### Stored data
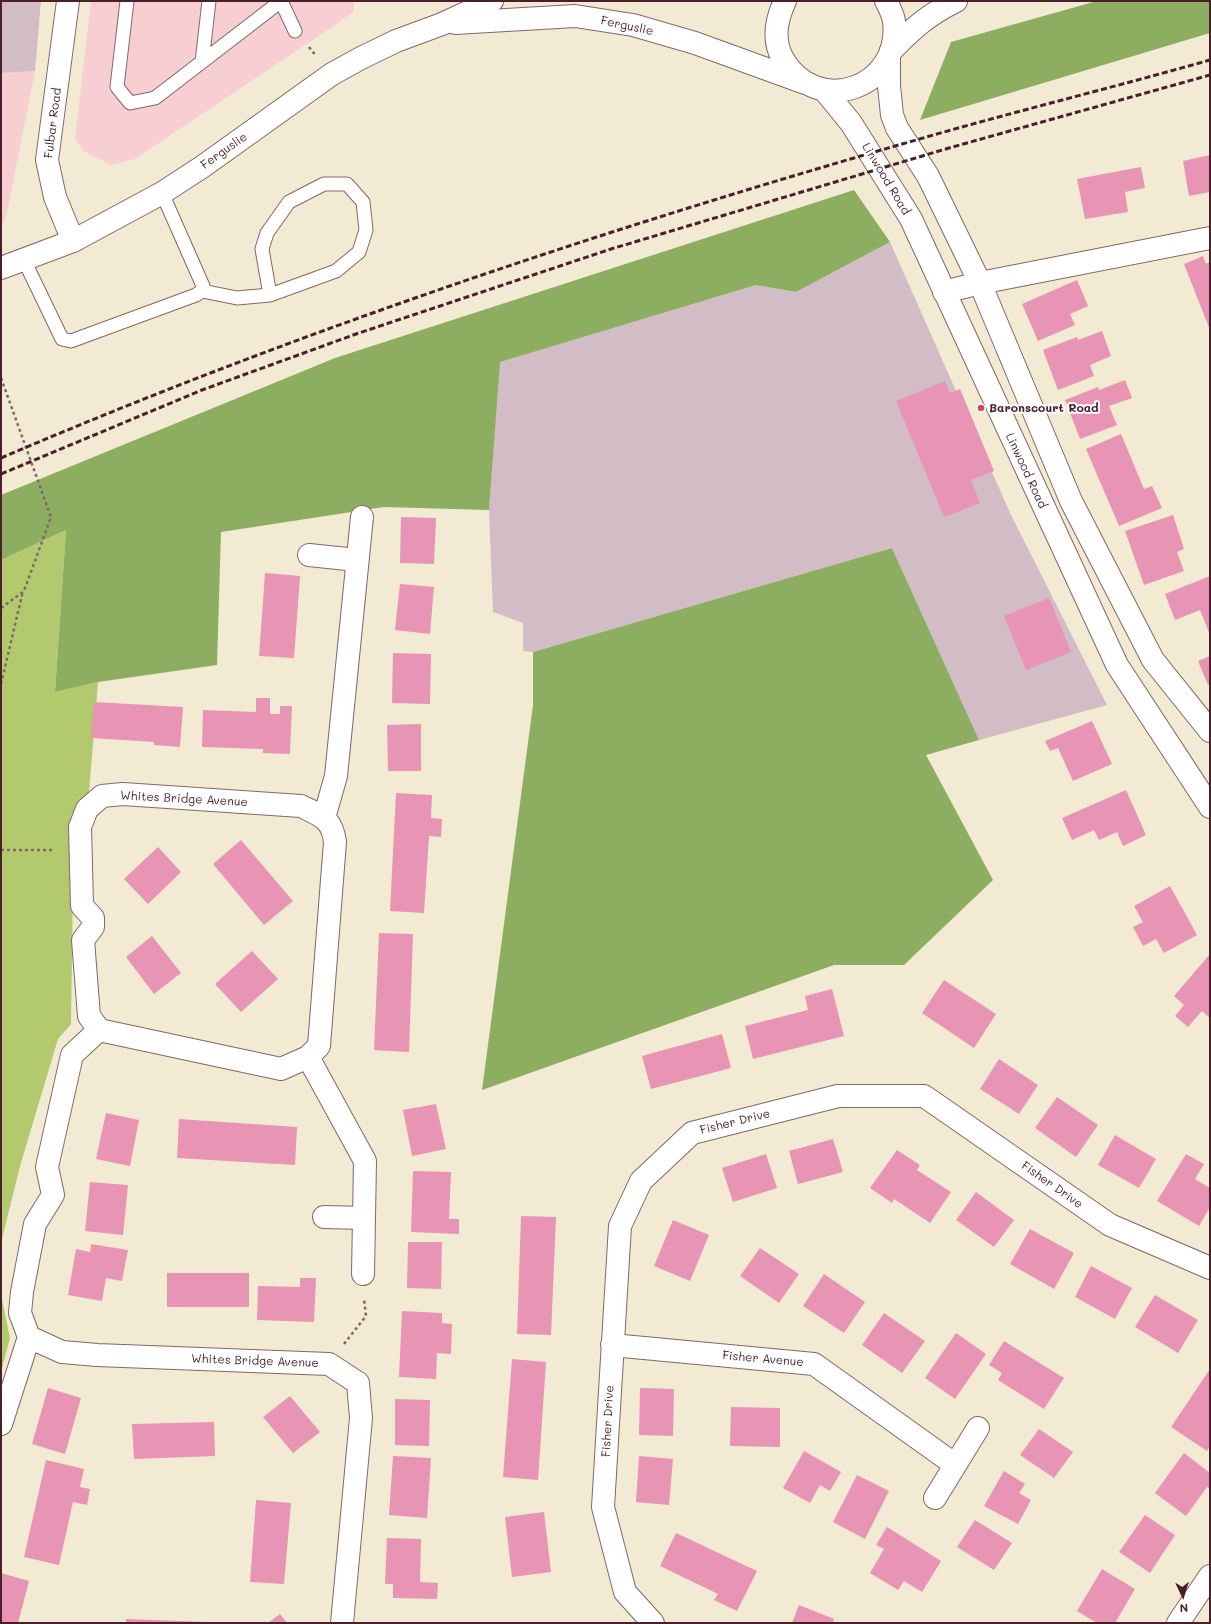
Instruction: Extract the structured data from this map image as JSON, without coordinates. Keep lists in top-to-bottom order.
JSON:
{
  "streets": {
    "street": [
      "Ferguslie",
      "Fulbar Road",
      "Linwood Road",
      "Whites Bridge Avenue",
      "Fisher Drive",
      "Fisher Avenue"
    ]
  },
  "crossings": [
    ["Ferguslie", "Fulbar Road"],
    ["Ferguslie", "Linwood Road"],
    ["Fisher Drive", "Fisher Avenue"]
  ],
  "places": ["Baronscourt Road"],
  "north": "bottom"
}
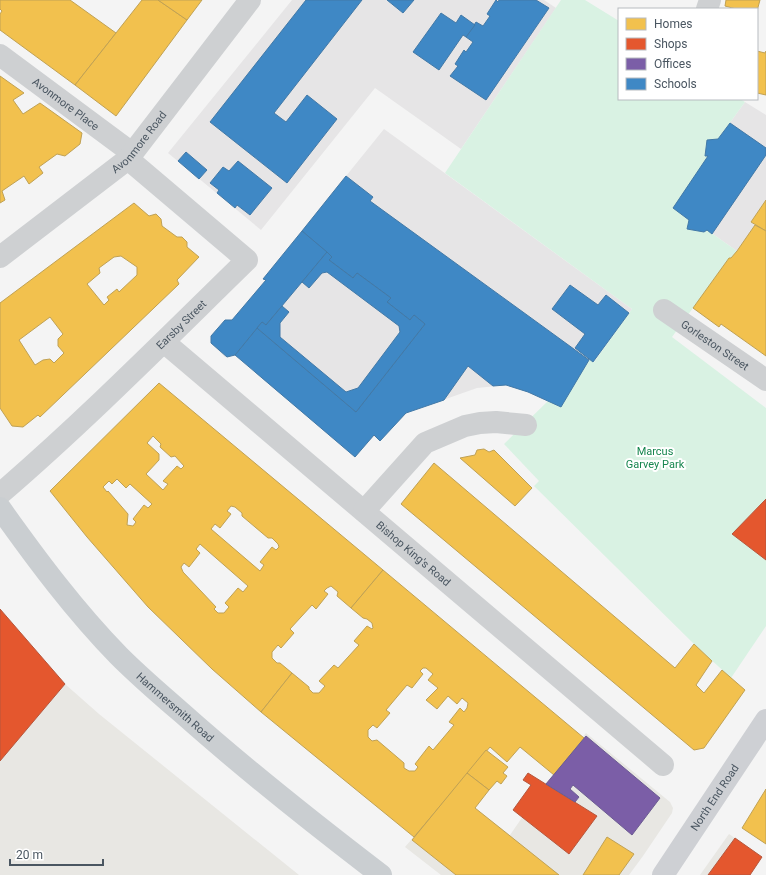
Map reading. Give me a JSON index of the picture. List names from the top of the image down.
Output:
{
  "streets": {
    "main road": ["Hammersmith Road", "North End Road"],
    "street": [
      "Avonmore Place",
      "Avonmore Road",
      "Earsby Street",
      "Gorleston Street",
      "Bishop King's Road"
    ]
  },
  "crossings": [
    ["Avonmore Place", "Avonmore Road"],
    ["Avonmore Place", "Earsby Street"],
    ["Avonmore Road", "Earsby Street"],
    ["Earsby Street", "Bishop King's Road"]
  ],
  "parks": ["Marcus Garvey Park"],
  "legend": [
    "Homes",
    "Shops",
    "Offices",
    "Schools"
  ],
  "scale_bar": "20 m"
}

### Problem description
Please say how many lines in the records above contain the word "image", giving the number alone.

### Result of the task
2